Their product is enough of a brand in itself. The owner is secure that the business will thrive.
They feel secure in their legacy. And this sense of security they exude seems to work for them.
It feels funny that a legacy business follows no rules from the startup playbook but enjoys the same customer loyalty, or even better, in many cases.
But the more I think about it, I feel that the freedom to be radical stems from a level of privilege.
I realised this when I lived at an Airbnb in Amritsar.
The host was so accommodating I felt like I was living at home. In fact, the host came to pick me up when I reached there, drove me around, and fed me more than I could eat. In my conversation with the host’s mother, I discovered that they host guests because they enjoy it.
They do not depend on the income they earn from Airbnb. They are not trying to serve a need or provide a solution. For them, hosting people is a joy. They sincerely only want to be good hosts.
I am guessing most businesses cannot afford to simply scratch a personal itch, we need to solve a need. We can't be nonchalant about scale, afford an uncompromising philosophy, or pursue business only for joy.
And maybe creating a legacy requires those very ingredients.
I think it's tough for a startup to operate the way a legacy business does.
It's because most startup founders create solutions to plug a gap they observed. Most of our effort, therefore, is spent making all stakeholders see what we see.
Unlike legacy businesses that often serve in an existing market with a clear demand, startups often discover new markets and hence have to be quite sensitive and nimble to changing consumer behaviour/ preferences and pivot accordingly.

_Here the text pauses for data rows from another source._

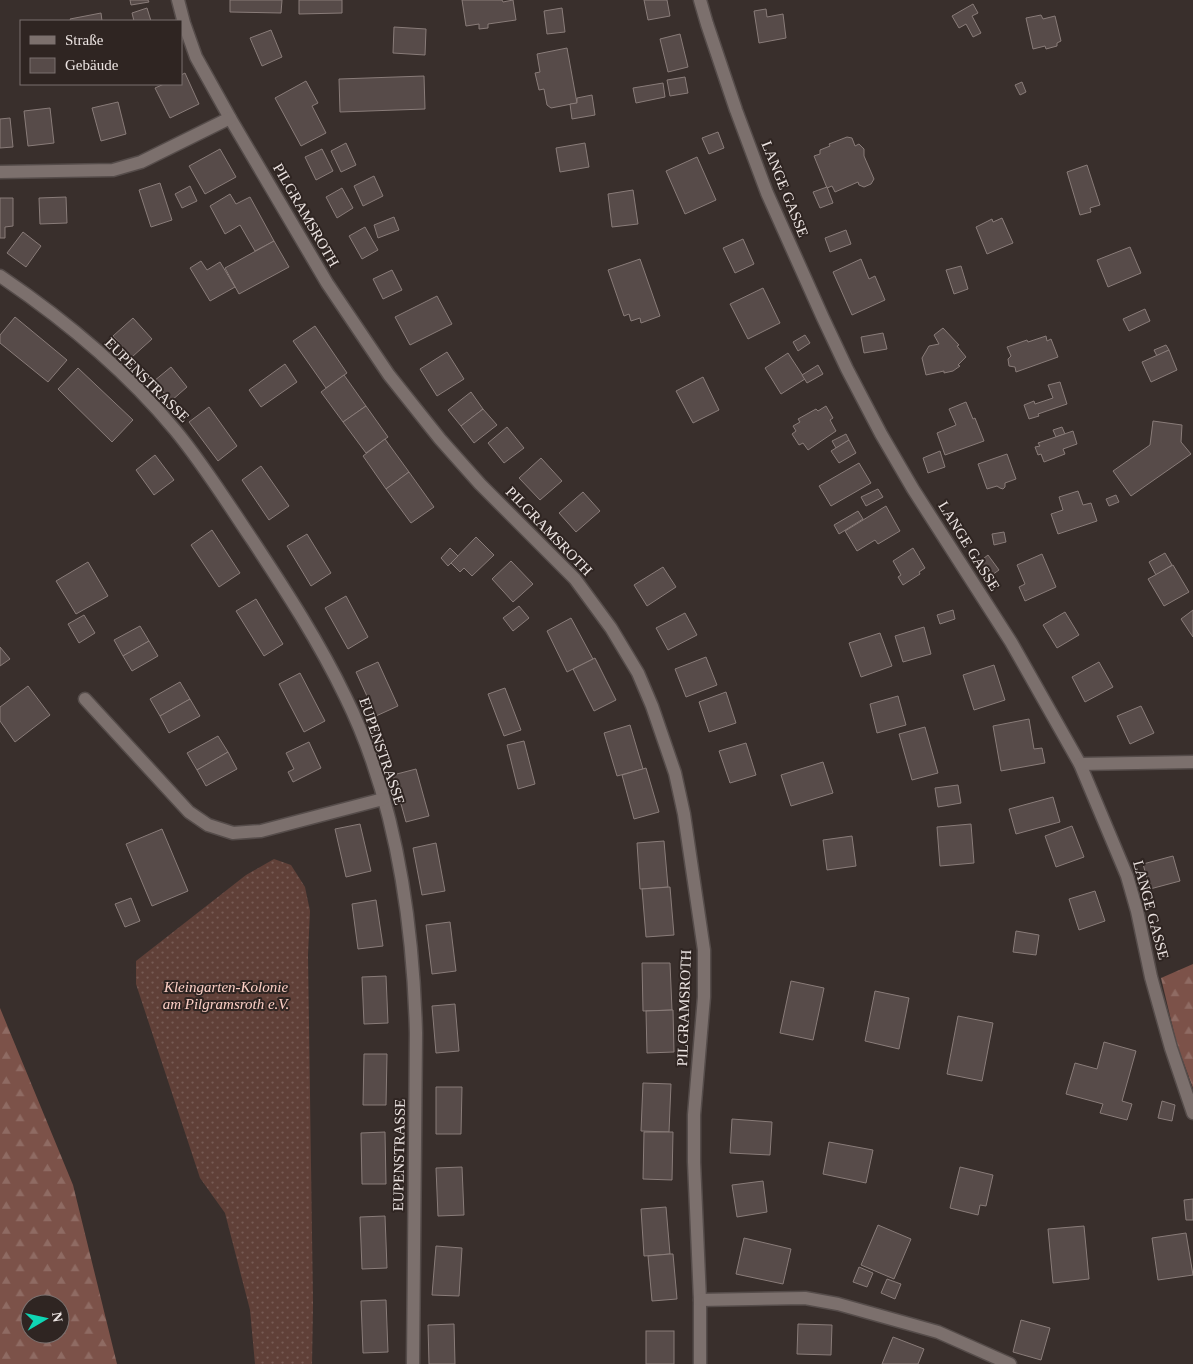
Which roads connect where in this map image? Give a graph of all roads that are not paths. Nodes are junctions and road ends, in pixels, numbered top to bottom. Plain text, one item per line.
1 (178, 0) edge
2 (700, 0) edge
3 (230, 118) junction
4 (0, 172) edge
5 (0, 276) edge
6 (86, 698) dead end
7 (1193, 762) edge
8 (1080, 764) junction
9 (383, 799) junction
10 (1193, 1113) edge
11 (700, 1300) junction
12 (413, 1364) edge
13 (700, 1364) edge
14 (1010, 1364) edge

1 - 3 street, PILGRAMSROTH
2 - 8 street, LANGE GASSE
3 - 4 street
3 - 11 street, PILGRAMSROTH
5 - 9 street, EUPENSTRASSE
6 - 9 street
7 - 8 street
8 - 10 street, LANGE GASSE
9 - 12 street, EUPENSTRASSE
11 - 13 street, PILGRAMSROTH
11 - 14 street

Startups also do not have an unlimited runway to prove their worth. On some level, we must pander to our customers, the market, and investors to see value in our solution.
And perhaps, what puts the "legacy" in a legacy business is a sense of spine that startups may not be able to afford — at least in the very early days.
That spine could either be the founding family's philosophy, their strong and uncompromising sense of mission, or simply their way of life — their DNA infused non-negotiably into how they serve customers.
The spine is also often supported by the financial and social safety net that the business benefits from.
For a legacy restaurant business, that spine could simply be the land they own. Just the fact that you do not have to pay a monthly rent to a landlord can help you tide over many difficult market situations.
For another, the spine could be the work accomplished and the goodwill earned by the previous generation.
I am not sure if building a legacy business has a secret formula: something we as startup operators can learn from. But what was interesting for me to note in this exploration is that both kinds of businesses have a chance at success, even though their playbooks are in stark contrast to each other.
And in the startup bubble, we often keep hearing about one while ignoring the other.